------ Given information

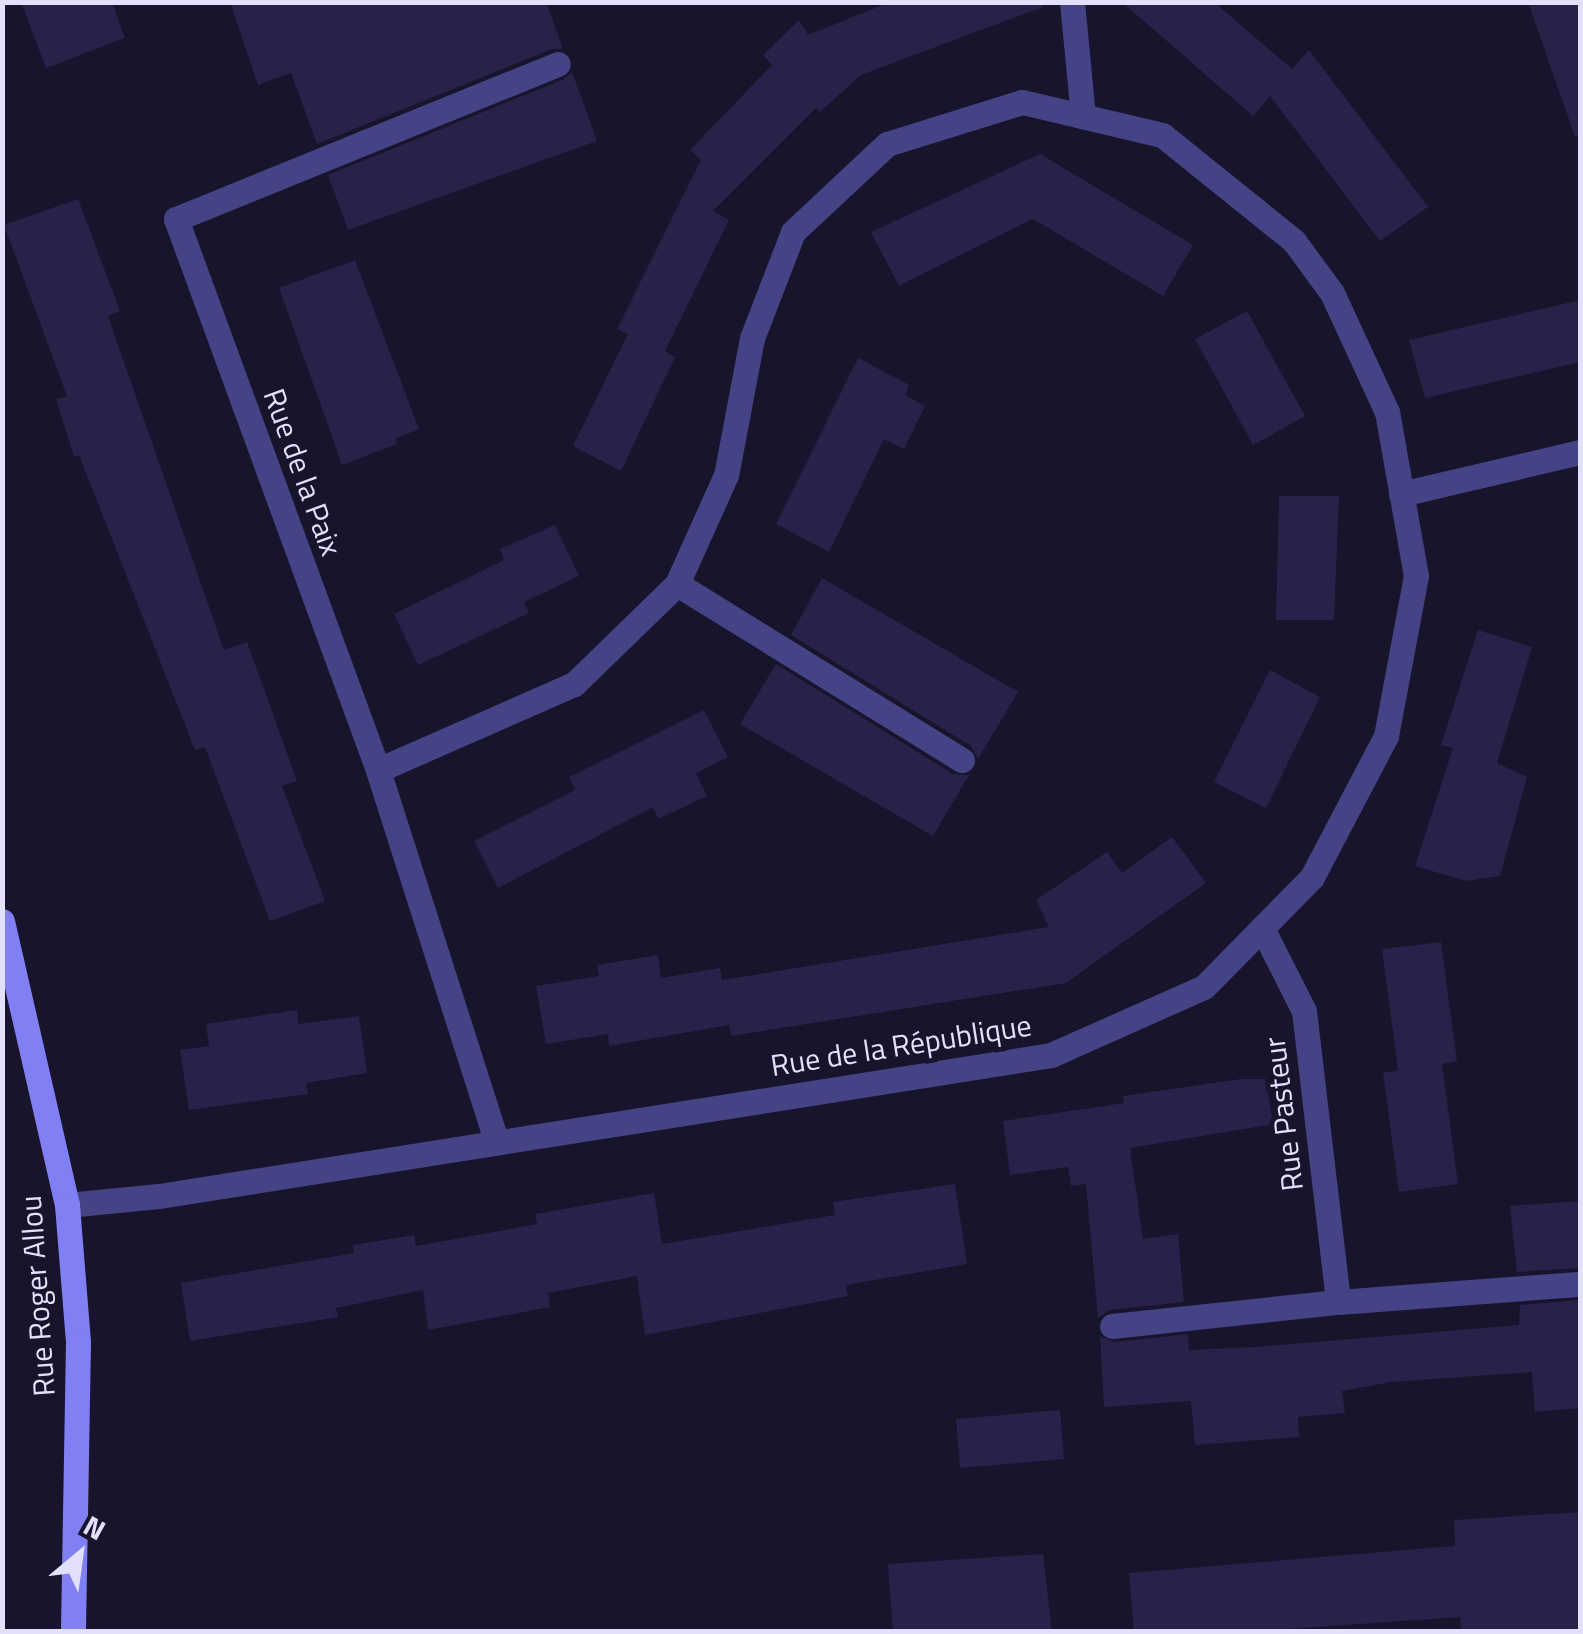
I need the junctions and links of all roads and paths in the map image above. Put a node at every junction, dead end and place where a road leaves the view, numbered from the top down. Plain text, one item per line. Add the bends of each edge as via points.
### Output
1 (1072, 2) edge
2 (558, 64) dead end
3 (1082, 116) junction
4 (1580, 452) edge
5 (1401, 494) junction
6 (677, 584) junction
7 (962, 760) dead end
8 (378, 770) junction
9 (2, 921) edge
10 (1262, 928) junction
11 (496, 1140) junction
12 (67, 1205) junction
13 (1580, 1284) edge
14 (1338, 1302) junction
15 (1112, 1326) dead end
16 (79, 1625) edge

1 - 3 street
2 - 8 street, Rue de la Paix via 176,219
3 - 5 street, Rue de la République via 1162,135 1294,241 1332,292 1387,412
3 - 6 street, Rue de la République via 1022,102 887,144 793,232 752,338 726,475
4 - 5 street
5 - 10 street, Rue de la République via 1416,576 1386,736 1312,877
6 - 7 street
6 - 8 street, Rue de la République via 574,684
8 - 11 street, Rue de la Paix
9 - 12 street, Rue Roger Allou
10 - 11 street, Rue de la République via 1204,988 1050,1056
10 - 14 street, Rue Pasteur via 1304,1011
11 - 12 street, Rue de la République
12 - 16 street, Rue Roger Allou via 78,1342
13 - 14 street
14 - 15 street

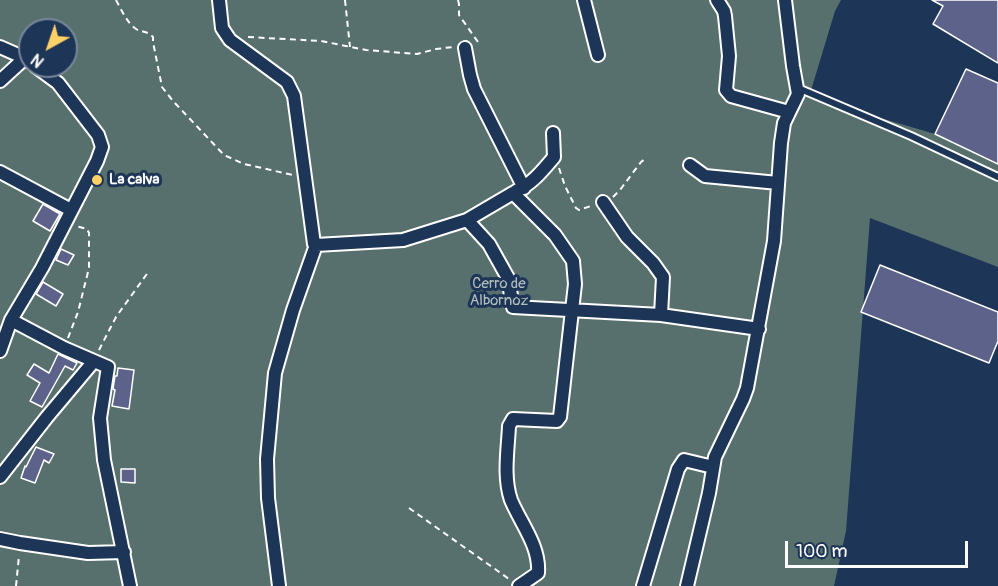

------------

### Work request
Give the complete material again, exactly as written. Do not include the pictures.

### Solved problem
I need the junctions and links of all roads and paths in the map image above. Put a node at every junction, dead end and place where a road leaves the view, numbered from the top down. Plain text, one item per line. Add the bends of each edge as via points.
### Output
1 (1072, 2) edge
2 (558, 64) dead end
3 (1082, 116) junction
4 (1580, 452) edge
5 (1401, 494) junction
6 (677, 584) junction
7 (962, 760) dead end
8 (378, 770) junction
9 (2, 921) edge
10 (1262, 928) junction
11 (496, 1140) junction
12 (67, 1205) junction
13 (1580, 1284) edge
14 (1338, 1302) junction
15 (1112, 1326) dead end
16 (79, 1625) edge

1 - 3 street
2 - 8 street, Rue de la Paix via 176,219
3 - 5 street, Rue de la République via 1162,135 1294,241 1332,292 1387,412
3 - 6 street, Rue de la République via 1022,102 887,144 793,232 752,338 726,475
4 - 5 street
5 - 10 street, Rue de la République via 1416,576 1386,736 1312,877
6 - 7 street
6 - 8 street, Rue de la République via 574,684
8 - 11 street, Rue de la Paix
9 - 12 street, Rue Roger Allou
10 - 11 street, Rue de la République via 1204,988 1050,1056
10 - 14 street, Rue Pasteur via 1304,1011
11 - 12 street, Rue de la République
12 - 16 street, Rue Roger Allou via 78,1342
13 - 14 street
14 - 15 street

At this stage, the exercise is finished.